時代は1962年、ニューヨークのナイトクラブ・コパカバーナで用心棒を務めるトニー・リップ(ヴィゴ・モーテンセン)は、ガサツな性格で勉強もできないが、腕っぷしの強さとハッタリのうまさにより、家族や周囲からも愛されていた。
ある日、知人のつてがきっかけで、黒人天才ピアニストのドクター・シャーリー(マハーシャラ・アリ)のコンサートツアーのドライバー兼ボディーガードとして雇われることになる。
アメリカ・ホワイトハウスで2回も演奏経験のある天才は、なぜか黒人差別が色濃く残るアメリカ南部での演奏ツアーを計画していた。
2人は、黒人旅行用ガイド<通称グリーンブック>を頼りに、2ヶ月に及ぶ旅に出発するのだがーーー。

映画『グリーンブック』感想・ネタバレ・評価

ただのペンギン🐧の映画感想・レビュー&評価
総合評価
 (5)

白人ボディーガード×黒人天才ピアニストの感動ロードムービー


人種差別が描かれていて社会派の一面もあったり、ピアノを演奏するシーンはミュージック映画のようでもあり、男2人のドライブはロードムービーとして楽しめたりと、文句なく面白い映画だった。

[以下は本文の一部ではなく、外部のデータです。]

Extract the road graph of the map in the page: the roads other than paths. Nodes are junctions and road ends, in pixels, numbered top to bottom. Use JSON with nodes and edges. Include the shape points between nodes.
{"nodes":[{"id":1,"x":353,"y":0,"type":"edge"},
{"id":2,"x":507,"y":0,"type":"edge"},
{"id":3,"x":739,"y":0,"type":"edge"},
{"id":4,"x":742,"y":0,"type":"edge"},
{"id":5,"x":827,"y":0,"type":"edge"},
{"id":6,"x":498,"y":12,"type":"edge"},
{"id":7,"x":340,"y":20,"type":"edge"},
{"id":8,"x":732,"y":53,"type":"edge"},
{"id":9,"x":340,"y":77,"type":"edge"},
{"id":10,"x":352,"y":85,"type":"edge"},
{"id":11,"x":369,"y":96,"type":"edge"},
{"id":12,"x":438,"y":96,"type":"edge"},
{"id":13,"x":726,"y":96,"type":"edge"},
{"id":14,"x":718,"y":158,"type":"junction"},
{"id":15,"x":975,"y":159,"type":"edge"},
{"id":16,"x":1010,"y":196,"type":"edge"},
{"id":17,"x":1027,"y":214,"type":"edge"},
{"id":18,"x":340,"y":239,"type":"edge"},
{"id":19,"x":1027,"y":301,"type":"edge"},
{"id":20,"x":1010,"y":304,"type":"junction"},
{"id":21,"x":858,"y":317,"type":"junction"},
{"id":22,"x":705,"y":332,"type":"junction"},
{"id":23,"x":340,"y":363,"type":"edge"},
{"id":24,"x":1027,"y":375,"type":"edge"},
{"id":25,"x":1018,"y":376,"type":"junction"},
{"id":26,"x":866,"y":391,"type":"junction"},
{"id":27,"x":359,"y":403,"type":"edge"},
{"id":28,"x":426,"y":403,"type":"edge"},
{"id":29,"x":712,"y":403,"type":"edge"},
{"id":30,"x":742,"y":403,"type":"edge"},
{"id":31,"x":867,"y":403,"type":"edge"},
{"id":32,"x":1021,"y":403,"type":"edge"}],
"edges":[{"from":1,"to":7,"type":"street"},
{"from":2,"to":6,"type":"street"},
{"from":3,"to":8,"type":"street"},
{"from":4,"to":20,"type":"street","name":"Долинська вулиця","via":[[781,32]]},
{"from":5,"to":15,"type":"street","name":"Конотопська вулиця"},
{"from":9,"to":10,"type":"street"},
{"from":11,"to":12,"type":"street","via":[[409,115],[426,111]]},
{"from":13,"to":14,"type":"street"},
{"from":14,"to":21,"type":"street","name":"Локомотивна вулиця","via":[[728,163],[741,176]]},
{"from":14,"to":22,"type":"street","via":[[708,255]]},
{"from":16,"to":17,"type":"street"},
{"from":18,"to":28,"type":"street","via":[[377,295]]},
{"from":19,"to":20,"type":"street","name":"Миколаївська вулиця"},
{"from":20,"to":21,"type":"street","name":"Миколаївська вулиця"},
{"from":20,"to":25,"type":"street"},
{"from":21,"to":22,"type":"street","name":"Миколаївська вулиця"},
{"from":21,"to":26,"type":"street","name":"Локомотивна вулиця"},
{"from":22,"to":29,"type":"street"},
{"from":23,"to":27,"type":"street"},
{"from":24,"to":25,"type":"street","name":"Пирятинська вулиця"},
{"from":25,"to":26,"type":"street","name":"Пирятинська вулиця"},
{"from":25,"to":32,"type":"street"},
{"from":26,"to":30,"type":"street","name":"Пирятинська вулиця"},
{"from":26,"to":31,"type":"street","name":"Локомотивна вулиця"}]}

この映画のテーマとして人種差別が掲げられると思うが、石をぶつけるとか本人に暴言を吐くといったわかりやすい強い憎悪を持った差別ではなく、なんというか“日常的な差別が体に染みついている”という感じがとても印象的だった(もちろん黒人に対する強い差別も描かれてはいた)。

黒人を差別する黒ナス・ニガー・ニグロという言葉を陰で使うことから始まり、使ったコップをつまんで捨てる、コンサートの待機場所がほぼ物置のような場所だったり、トイレは室内ではなく外にある犬小屋みたいな場所でさせようとしたり、レストランに入れてもらえなかったりと、様々な黒人差別が登場する。

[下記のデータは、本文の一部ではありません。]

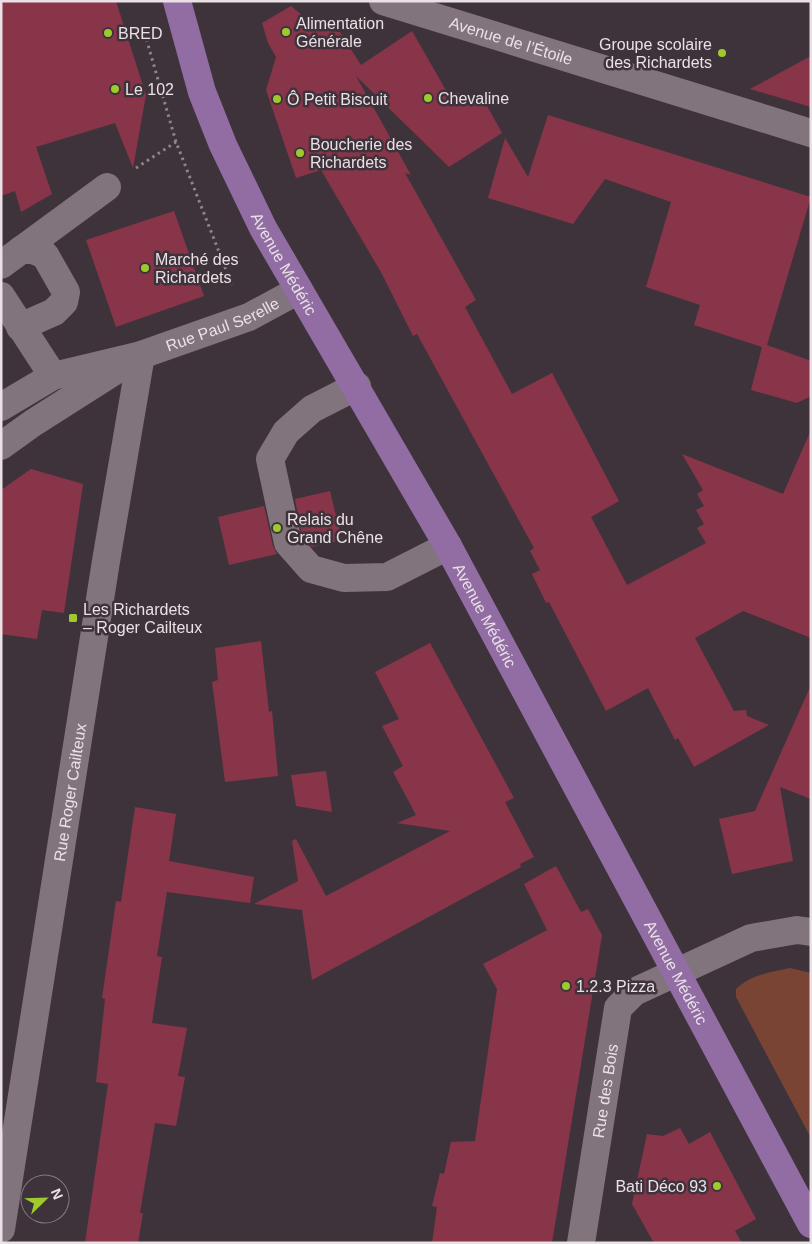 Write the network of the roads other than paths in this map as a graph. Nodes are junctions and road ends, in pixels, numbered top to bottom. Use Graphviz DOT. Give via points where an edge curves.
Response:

これの何が驚きかって、コンサートツアーを迎え入れた、もしくは招待した人間、つまり主催者側の人間がこういうことを行っているということ。

そもそも、「黒人にはこの場所を貸さん!」とか「黒人にはピアノに触れさせない!」といった差別ではなく、わざわざ招き入れておいて冷たい態度を取るといった様子が“差別が体に染みついている”という風に感じた。
演奏の時だけはピアニストとして好意的に受け入れるが、それ以外では黒人として差別対応するといった様子がすごい不思議だった。

本人がいないところでヒソヒソと陰口や内緒話をするのはわかるが、ある程度地位が上の人間が、演奏してくれた本人に対してぞんざいな扱いをするというのが、差別の根っこの深さを表しているようにも思える。

ちなみに、黒人用旅行ガイド=グリーンブックは1964年に制定された公民権法により人種差別が禁止されたため、廃刊となっている。

差別の話は置いといて、黒人が嫌いなイタリア系移民のトニーと黒人天才ピアニストのドクターが、最初は相性が悪いと思われていたが、徐々に打ち解けあっていくシーンを見ているとはなんだか胸がジーンと熱くなってくる。
こういった映画は何度見ても胃もたれしないから好きだ。

最初は黒人が使ったコップをつまんでゴミ箱に捨てていた差別主義者のトニーだったが、ドクターのピアノ演奏に胸を打たれ、人として尊敬するようになり、次第に白人が行う黒人差別に対して怒り、時には強い敵意を剥きだしていく姿は、一種の希望に感じた。
いままで差別を行ってきた白人も、心が入れ替わることもあるんだよという希望に思えた。

とにかく、対照的な二人が徐々に理解しあい、距離が縮まっていく過程で得られる感動が素敵な映画だった。